Required work ▸
Look for the word "Warden" in the data below, and copy every line that holds it.

== Input for this task

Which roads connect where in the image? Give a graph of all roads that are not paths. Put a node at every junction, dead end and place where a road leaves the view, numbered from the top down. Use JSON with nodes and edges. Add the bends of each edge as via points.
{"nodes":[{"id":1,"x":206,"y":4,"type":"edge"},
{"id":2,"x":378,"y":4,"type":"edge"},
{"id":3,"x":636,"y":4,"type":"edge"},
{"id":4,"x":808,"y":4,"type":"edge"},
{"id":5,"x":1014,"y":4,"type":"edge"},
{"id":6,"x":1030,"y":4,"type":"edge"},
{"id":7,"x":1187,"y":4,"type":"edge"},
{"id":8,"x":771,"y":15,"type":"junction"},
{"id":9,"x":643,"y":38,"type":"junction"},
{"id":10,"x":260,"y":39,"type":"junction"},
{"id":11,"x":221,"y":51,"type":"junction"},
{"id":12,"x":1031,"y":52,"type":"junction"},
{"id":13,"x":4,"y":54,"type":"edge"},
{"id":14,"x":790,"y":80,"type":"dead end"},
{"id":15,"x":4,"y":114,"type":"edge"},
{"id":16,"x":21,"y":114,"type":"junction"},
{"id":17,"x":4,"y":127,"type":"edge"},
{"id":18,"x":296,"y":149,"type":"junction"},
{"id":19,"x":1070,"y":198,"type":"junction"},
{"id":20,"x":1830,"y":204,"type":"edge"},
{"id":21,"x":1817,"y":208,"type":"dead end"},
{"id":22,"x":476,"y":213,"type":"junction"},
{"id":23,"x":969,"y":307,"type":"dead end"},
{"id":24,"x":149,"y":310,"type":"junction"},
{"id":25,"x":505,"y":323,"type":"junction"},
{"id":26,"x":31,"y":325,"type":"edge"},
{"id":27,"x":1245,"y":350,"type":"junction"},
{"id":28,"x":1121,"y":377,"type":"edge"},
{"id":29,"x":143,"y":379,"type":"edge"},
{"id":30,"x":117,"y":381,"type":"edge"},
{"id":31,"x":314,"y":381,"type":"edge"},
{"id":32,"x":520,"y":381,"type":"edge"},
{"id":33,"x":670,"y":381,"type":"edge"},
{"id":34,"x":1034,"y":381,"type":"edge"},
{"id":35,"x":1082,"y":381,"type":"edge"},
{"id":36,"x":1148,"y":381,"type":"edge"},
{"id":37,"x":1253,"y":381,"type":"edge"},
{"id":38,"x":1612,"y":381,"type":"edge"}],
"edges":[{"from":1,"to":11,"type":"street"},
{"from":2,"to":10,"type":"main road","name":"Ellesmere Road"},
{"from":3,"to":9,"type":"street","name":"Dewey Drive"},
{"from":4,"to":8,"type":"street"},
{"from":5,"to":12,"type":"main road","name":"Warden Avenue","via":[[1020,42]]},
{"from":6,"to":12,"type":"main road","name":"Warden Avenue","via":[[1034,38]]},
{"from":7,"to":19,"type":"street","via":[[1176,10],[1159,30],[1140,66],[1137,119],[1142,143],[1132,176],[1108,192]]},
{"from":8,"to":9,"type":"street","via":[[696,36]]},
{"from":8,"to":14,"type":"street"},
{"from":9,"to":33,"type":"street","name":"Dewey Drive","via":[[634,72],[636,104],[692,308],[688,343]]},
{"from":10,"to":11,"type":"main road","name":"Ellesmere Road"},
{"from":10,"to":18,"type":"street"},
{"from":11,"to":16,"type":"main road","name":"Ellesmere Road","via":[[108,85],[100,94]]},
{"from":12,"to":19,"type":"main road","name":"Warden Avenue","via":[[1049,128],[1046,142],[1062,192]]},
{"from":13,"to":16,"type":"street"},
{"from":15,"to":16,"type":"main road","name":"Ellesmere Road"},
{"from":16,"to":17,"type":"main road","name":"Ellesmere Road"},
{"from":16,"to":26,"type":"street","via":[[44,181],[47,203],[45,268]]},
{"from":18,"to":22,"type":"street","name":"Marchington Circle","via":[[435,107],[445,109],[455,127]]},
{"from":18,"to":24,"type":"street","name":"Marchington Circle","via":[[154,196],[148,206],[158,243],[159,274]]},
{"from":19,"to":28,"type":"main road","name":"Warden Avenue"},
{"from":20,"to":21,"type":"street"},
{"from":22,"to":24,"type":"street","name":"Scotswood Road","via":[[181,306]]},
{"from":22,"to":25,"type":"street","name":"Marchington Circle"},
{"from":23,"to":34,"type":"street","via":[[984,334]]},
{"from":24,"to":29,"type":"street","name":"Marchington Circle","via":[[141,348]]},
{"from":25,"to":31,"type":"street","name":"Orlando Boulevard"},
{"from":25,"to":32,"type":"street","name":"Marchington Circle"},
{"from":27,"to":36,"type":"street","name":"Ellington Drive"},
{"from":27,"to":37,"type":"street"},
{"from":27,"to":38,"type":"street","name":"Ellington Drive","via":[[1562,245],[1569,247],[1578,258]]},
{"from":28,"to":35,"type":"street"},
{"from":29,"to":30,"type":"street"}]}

====

Solution for this task ▸
{"from":5,"to":12,"type":"main road","name":"Warden Avenue","via":[[1020,42]]},
{"from":6,"to":12,"type":"main road","name":"Warden Avenue","via":[[1034,38]]},
{"from":12,"to":19,"type":"main road","name":"Warden Avenue","via":[[1049,128],[1046,142],[1062,192]]},
{"from":19,"to":28,"type":"main road","name":"Warden Avenue"},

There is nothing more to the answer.